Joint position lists
>>>

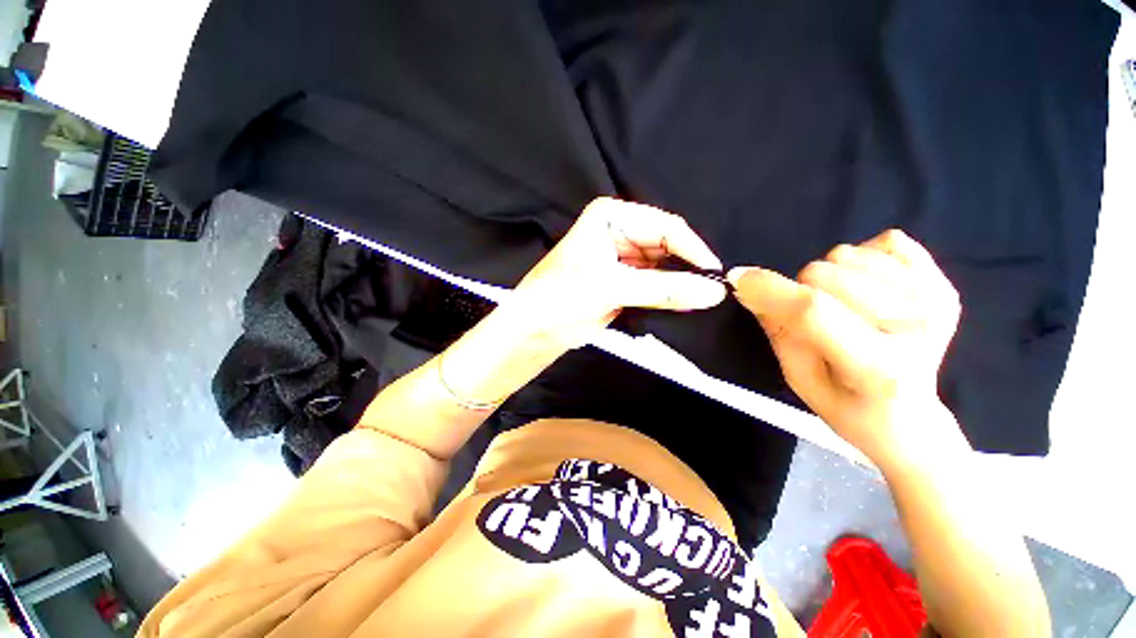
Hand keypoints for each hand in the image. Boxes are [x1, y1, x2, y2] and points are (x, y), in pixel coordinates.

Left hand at [509, 197, 726, 347]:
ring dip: (679, 283)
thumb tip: (714, 291)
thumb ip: (663, 289)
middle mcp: (620, 231)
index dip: (692, 249)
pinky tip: (683, 304)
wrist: (535, 328)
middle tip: (712, 292)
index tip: (715, 275)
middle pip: (667, 245)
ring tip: (702, 300)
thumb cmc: (561, 297)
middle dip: (687, 267)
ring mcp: (623, 257)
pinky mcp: (624, 281)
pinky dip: (668, 294)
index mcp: (612, 217)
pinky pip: (655, 283)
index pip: (665, 226)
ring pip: (664, 266)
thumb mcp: (611, 288)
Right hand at [728, 229, 963, 466]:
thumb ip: (777, 331)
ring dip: (830, 277)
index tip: (739, 278)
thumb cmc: (848, 407)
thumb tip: (748, 288)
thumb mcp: (798, 379)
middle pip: (824, 274)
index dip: (770, 289)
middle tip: (811, 317)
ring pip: (849, 254)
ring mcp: (935, 301)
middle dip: (800, 289)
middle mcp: (915, 328)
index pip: (812, 311)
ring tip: (842, 307)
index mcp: (877, 367)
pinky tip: (870, 291)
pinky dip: (865, 260)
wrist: (913, 422)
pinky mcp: (944, 284)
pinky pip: (888, 242)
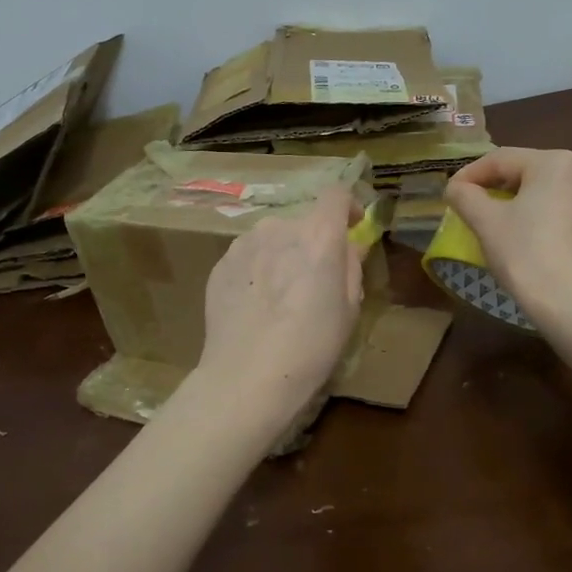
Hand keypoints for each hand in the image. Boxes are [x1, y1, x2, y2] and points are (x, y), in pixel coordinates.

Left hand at [197, 186, 363, 417]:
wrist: (246, 377)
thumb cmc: (311, 346)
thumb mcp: (349, 309)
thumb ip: (351, 267)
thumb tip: (349, 246)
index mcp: (318, 235)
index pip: (336, 194)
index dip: (346, 206)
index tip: (350, 225)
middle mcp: (279, 227)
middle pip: (302, 222)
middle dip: (312, 242)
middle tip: (314, 280)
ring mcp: (245, 243)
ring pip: (273, 238)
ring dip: (282, 254)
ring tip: (281, 296)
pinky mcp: (220, 263)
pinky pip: (248, 257)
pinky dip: (258, 270)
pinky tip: (256, 306)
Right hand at [445, 148, 571, 321]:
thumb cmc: (527, 255)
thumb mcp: (486, 222)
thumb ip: (466, 196)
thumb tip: (457, 188)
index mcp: (556, 163)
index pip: (501, 159)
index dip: (470, 175)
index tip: (451, 194)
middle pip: (531, 175)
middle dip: (500, 190)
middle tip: (476, 211)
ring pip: (554, 197)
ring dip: (527, 207)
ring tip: (507, 230)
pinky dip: (552, 226)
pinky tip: (539, 249)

<<<

Work order ->
Starting with the line above that holds "thumb tip: (714, 291)" and stopping with the line that holds "thumb mcp: (611, 288)", reproduce each line exactly, omitting all other lines.

Written reply ->
thumb tip: (714, 291)
thumb ip: (663, 289)
middle mcp: (620, 231)
index dip: (692, 249)
pinky tip: (683, 304)
wrist: (535, 328)
middle tip: (712, 292)
index tip: (715, 275)
middle pip: (667, 245)
ring tip: (702, 300)
thumb cmc: (561, 297)
middle dip: (687, 267)
ring mcp: (623, 257)
pinky mcp: (624, 281)
pinky dip: (668, 294)
index mcp: (612, 217)
pinky pip: (655, 283)
index pip: (665, 226)
ring pip: (664, 266)
thumb mcp: (611, 288)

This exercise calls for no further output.